Although millennials are the first fully connected generation, having lived their whole lives in the Internet era, new research suggests that they're beginning to recognize that their identity and personal data may not be properly protected.

Digital identity specialist Intercede surveyed around 2,000 16-35 year-olds in the US and UK to get their views on current security measures. The results suggest what the company calls a 'millennial malaise' towards existing safeguards, in particular the use of easily-hackable but widely used password-based authentication methods.

A quarter of the millennials questioned access more than 20 password protected websites, applications or devices over the course of a year, with 45 percent claiming they only ever change passwords when they have to. Only six percent believe their data is completely secure based on the password policy they apply.

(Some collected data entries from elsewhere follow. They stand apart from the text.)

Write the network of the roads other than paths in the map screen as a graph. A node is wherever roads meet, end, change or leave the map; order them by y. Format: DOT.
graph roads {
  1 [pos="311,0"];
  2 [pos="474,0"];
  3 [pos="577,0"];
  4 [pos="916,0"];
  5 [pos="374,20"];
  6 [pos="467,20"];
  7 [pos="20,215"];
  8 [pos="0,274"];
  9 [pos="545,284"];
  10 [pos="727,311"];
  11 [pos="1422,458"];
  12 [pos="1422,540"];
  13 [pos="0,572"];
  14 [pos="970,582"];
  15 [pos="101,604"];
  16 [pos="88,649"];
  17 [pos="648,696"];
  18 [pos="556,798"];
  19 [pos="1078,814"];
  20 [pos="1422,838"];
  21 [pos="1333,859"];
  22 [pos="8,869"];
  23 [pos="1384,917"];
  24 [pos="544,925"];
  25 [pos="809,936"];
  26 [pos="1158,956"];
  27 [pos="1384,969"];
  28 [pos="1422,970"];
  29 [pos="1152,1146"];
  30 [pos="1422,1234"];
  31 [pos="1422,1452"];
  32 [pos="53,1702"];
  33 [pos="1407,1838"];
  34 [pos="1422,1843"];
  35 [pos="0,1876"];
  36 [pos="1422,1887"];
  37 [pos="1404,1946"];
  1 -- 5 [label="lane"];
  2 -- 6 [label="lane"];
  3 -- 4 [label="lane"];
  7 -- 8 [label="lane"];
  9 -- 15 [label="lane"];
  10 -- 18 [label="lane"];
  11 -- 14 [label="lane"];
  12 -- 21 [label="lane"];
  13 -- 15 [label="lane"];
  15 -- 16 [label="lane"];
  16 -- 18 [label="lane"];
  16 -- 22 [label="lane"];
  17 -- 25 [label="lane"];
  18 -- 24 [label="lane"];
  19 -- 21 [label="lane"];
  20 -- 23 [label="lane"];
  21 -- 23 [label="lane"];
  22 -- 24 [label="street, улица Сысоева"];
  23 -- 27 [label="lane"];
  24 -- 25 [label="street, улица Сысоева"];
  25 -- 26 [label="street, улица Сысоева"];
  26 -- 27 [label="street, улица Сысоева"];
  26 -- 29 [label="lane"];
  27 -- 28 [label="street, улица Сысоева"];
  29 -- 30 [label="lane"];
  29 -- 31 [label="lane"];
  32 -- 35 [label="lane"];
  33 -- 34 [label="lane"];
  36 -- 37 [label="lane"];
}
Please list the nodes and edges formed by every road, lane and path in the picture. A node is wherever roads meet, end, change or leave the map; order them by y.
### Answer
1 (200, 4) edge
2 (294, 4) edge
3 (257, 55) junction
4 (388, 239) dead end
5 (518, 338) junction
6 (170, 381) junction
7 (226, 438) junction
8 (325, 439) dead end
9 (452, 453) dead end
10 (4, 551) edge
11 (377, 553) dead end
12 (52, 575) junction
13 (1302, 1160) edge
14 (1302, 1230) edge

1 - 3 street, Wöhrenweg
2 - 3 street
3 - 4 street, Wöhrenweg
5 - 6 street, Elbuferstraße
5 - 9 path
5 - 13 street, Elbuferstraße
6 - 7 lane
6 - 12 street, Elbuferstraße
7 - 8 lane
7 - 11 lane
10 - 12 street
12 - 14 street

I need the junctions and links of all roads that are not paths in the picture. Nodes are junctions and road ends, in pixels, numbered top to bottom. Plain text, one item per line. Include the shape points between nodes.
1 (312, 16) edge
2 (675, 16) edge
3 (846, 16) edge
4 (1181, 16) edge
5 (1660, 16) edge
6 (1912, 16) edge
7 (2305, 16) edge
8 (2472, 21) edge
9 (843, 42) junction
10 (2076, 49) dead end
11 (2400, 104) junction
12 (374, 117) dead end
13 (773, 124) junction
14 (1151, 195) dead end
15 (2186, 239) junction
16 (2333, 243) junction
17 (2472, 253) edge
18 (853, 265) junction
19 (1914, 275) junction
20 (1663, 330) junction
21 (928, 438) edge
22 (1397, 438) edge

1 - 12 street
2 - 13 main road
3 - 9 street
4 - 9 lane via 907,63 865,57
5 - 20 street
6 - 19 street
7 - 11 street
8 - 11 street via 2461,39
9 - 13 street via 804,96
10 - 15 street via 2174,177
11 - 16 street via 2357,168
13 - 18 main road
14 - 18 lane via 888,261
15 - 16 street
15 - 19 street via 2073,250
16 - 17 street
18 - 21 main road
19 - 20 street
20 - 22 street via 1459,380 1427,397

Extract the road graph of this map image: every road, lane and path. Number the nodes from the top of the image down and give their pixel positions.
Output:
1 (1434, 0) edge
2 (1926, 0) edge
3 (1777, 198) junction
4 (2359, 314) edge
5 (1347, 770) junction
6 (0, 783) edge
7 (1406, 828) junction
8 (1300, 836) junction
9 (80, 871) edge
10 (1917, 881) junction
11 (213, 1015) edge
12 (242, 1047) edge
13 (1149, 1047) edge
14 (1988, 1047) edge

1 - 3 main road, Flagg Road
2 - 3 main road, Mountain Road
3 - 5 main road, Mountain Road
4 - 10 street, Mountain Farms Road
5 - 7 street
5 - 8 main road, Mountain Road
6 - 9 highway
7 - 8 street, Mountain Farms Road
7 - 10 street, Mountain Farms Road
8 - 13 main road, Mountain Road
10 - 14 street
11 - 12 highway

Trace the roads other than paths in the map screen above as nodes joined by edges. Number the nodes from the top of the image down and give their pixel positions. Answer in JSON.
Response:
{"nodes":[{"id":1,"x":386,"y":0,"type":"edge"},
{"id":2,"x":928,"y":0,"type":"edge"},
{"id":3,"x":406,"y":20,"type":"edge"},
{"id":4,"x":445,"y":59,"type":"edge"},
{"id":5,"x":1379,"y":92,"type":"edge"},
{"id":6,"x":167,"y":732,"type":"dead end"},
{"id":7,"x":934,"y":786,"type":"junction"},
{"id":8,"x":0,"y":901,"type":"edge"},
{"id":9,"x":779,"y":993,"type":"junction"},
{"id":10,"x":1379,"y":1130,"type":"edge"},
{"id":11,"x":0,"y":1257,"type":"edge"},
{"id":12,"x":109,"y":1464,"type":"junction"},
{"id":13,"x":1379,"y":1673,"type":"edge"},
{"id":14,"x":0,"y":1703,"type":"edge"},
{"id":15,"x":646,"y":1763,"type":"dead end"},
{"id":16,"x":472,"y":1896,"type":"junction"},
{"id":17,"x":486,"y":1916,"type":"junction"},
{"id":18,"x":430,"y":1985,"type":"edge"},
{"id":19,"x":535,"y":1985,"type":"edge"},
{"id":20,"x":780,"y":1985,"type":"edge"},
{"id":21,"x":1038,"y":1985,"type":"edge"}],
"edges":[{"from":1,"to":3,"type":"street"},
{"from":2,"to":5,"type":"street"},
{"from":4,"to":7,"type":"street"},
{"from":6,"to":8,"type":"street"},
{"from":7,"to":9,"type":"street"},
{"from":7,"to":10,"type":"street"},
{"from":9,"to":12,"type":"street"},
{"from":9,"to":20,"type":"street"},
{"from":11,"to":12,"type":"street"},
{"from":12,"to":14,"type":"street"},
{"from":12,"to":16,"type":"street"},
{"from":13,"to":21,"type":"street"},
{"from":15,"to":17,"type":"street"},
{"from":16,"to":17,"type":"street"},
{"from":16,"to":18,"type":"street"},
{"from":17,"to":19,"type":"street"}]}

When asked about the impact of an increasingly digitally-connected world, such as the increased use of mobile devices and tablets on their digital privacy, nearly 70 percent of millennials believe the risk to their online safety will increase -- with 31 percent believing this increase will be dramatic. More worrying is that 54 percent feel the failure of companies and governments to adequately protect identities and data will result in public distrust of their goods and services. A further 44 percent believe there will be an eventual decline in data sharing and 36 percent predicted demands for action. Smaller but still significant percentages of the research group say there is even potential for a decline in economic or political stability.

"It's time for organizations to stop playing fast and loose with what, in a digital economy, are our most important assets -- our identity and our data," says Intercede CEO Richard Parris. "There seems to have been a collective consensus that millennials will accept sub-standard security in exchange for online services. This clearly isn't the case. The humble password should be consigned to the dusty digital archives where it belongs. To restore trust, smart companies need to look to stronger authentication techniques to ensure the future of digital commerce and information exchange and their own competitive edge".

Growing levels of distrust may partly be down to adverse publicity as news of high-profile breaches means people are more aware of the risks. But Parris points out, "Trust is hard to win and easy to lose. There is a tipping point coming soon where the consequences of doing nothing could be severe, yet the technology to resolve trust issues already exists, service providers just need the vision to use it".